Manager Nigel Pearson was said to be impressed by the youngster. In May 2012, he was named as Leicester City's Academy Player of the Season. Hopper was given the 21 number for the 2012–13 season. On 14 September, Hopper joined Bury on a one-month loan deal. Hopper scored twice in his first six games during a month-long loan spell at Bury, including his first ever professional league goal against Stevenage and Crawley Town. On 16 October Hopper extended his loan at Bury until 3 January 2013, which was then extended for the remainder of the 2012–13 season on 4 January 2013. Hopper's loan spell was cut short and he was sent back to Leicester on 7 February 2013.

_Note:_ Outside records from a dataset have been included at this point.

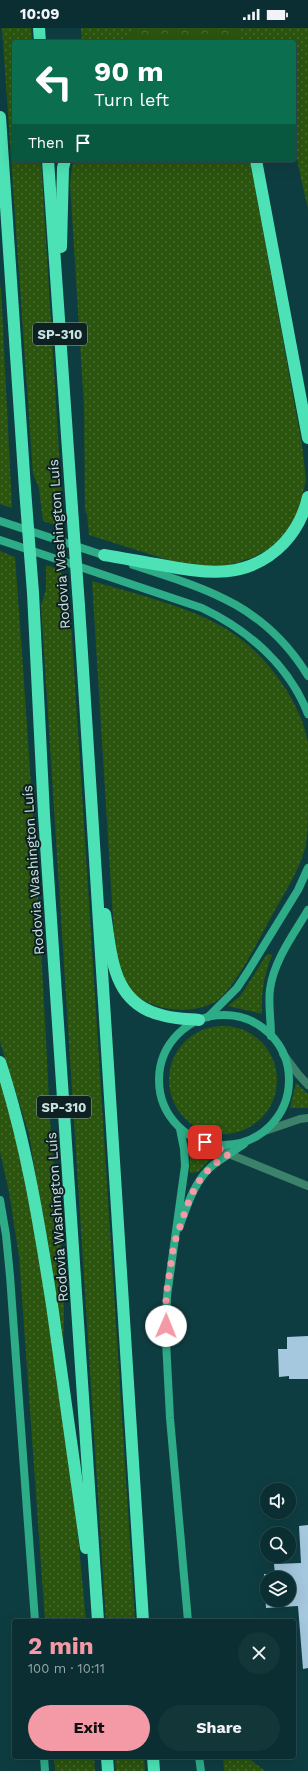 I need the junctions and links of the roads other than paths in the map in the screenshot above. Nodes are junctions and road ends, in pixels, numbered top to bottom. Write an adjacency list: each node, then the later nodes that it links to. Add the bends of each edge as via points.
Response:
1 (39, 28): 2 (highway)
2 (40, 40)
3 (0, 117): 4 (highway, Rodovia Washington Luís / SP-310)
4 (2, 139): 8 (highway); 35 (highway, Rodovia Washington Luís / SP-310, bridge)
5 (48, 162): 9 (highway, Rodovia Washington Luís / SP-310)
6 (64, 162): 9 (highway)
7 (256, 162): 10 (highway)
8 (0, 166)
9 (59, 316): 17 (highway, Rodovia Washington Luís / SP-310, bridge)
10 (308, 438)
11 (308, 498): 14 (highway, via 300,521 291,534 266,558 253,565 222,572 204,572)
12 (0, 521): 14 (main road)
13 (0, 540): 16 (main road, via 202,608 225,619 247,634 280,667 293,684)
14 (104, 555): 15 (main road, via 200,587 237,604 268,626 281,639)
15 (308, 676)
16 (308, 714)
17 (93, 831): 20 (highway, via 116,976 123,988 133,1000 147,1010 165,1016); 37 (highway, Rodovia Washington Luís / SP-310)
18 (308, 868): 20 (main road, via 298,890 244,978 224,1002)
19 (308, 910): 21 (main road, via 274,971 270,989)
20 (204, 1018): 21 (main road, via 225,1015 242,1018 258,1025); 26 (main road, via 183,1029 170,1043 162,1060 158,1078 160,1097 168,1114)
21 (271, 1036): 22 (main road)
22 (283, 1054): 24 (street); 27 (main road, via 289,1074 287,1095 279,1115)
23 (0, 1062): 36 (highway, via 18,1125 43,1250)
24 (308, 1085)
25 (308, 1118): 27 (street)
26 (180, 1129): 29 (main road, via 196,1139); 33 (main road, via 185,1166)
27 (265, 1131): 28 (main road)
28 (248, 1141): 29 (main road); 30 (main road)
29 (214, 1145): 30 (street)
30 (229, 1154): 31 (street); 33 (main road, via 201,1178 193,1192)
31 (308, 1186)
32 (0, 1200): 34 (main road, via 10,1276)
33 (174, 1244): 38 (main road, via 166,1296 166,1341 170,1418)
34 (35, 1619)
35 (97, 1619)
36 (97, 1619)
37 (143, 1619)
38 (188, 1619)
39 (44, 1759): 43 (main road)
40 (107, 1759): 44 (highway)
41 (153, 1759): 45 (highway)
42 (199, 1759): 46 (main road)
43 (45, 1771)
44 (108, 1771)
45 (154, 1771)
46 (201, 1771)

Hopper finished the season with Leicester City Development Squad & Academy, helping them to win the 2012–13 Professional Development League 2 and the HKFC International Soccer Sevens cup tournament. Hopper was allocated the number 20 shirt at the beginning of the 2013–14 season and was named as an unused substitute in Leicester's 2–1 Football League Cup win over Wycombe Wanderers on 6 August. He made his first appearance of the season in the next round of the League Cup, replacing Chris Wood in the 66th minute of a 5–2 win at Carlisle United. On 30 May 2014, Hopper signed a new two-year deal.

Hopper was an unused substitute in Leicester's first two Premier League fixtures, against Everton and Chelsea in August 2014.

Scunthorpe United
On 8 January 2015, Hopper joined League One outfit Scunthorpe United on a one-month loan. Hopper made his debut on 10 January 2015, scoring in the 4–1 victory against Walsall. After scoring 4 goals in 4 games, Hopper's loan was extended until the end on the season on 2 February 2015. Hopper was nominated for the Sky Bet League One Player of the Month award for January, missing out to Dele Alli of MK Dons. After his Leicester contract was terminated, he joined Scunthorpe on a permanent basis on 26 June 2015.

Southend United

Hopper signed for Southend United on 15 June 2018 on a three-year deal. He scored on his debut in a 3–2 defeat to Doncaster Rovers.

Lincoln City

Hopper signed for Lincoln City on 23 January 2020 for an undisclosed fee, on a contract running until 2023. On 28 July 2022, Hopper was made the captain of the club following the departure of Liam Bridcutt.

Colchester United
On 26 January 2023, Hopper joined Colchester United for an undisclosed fee.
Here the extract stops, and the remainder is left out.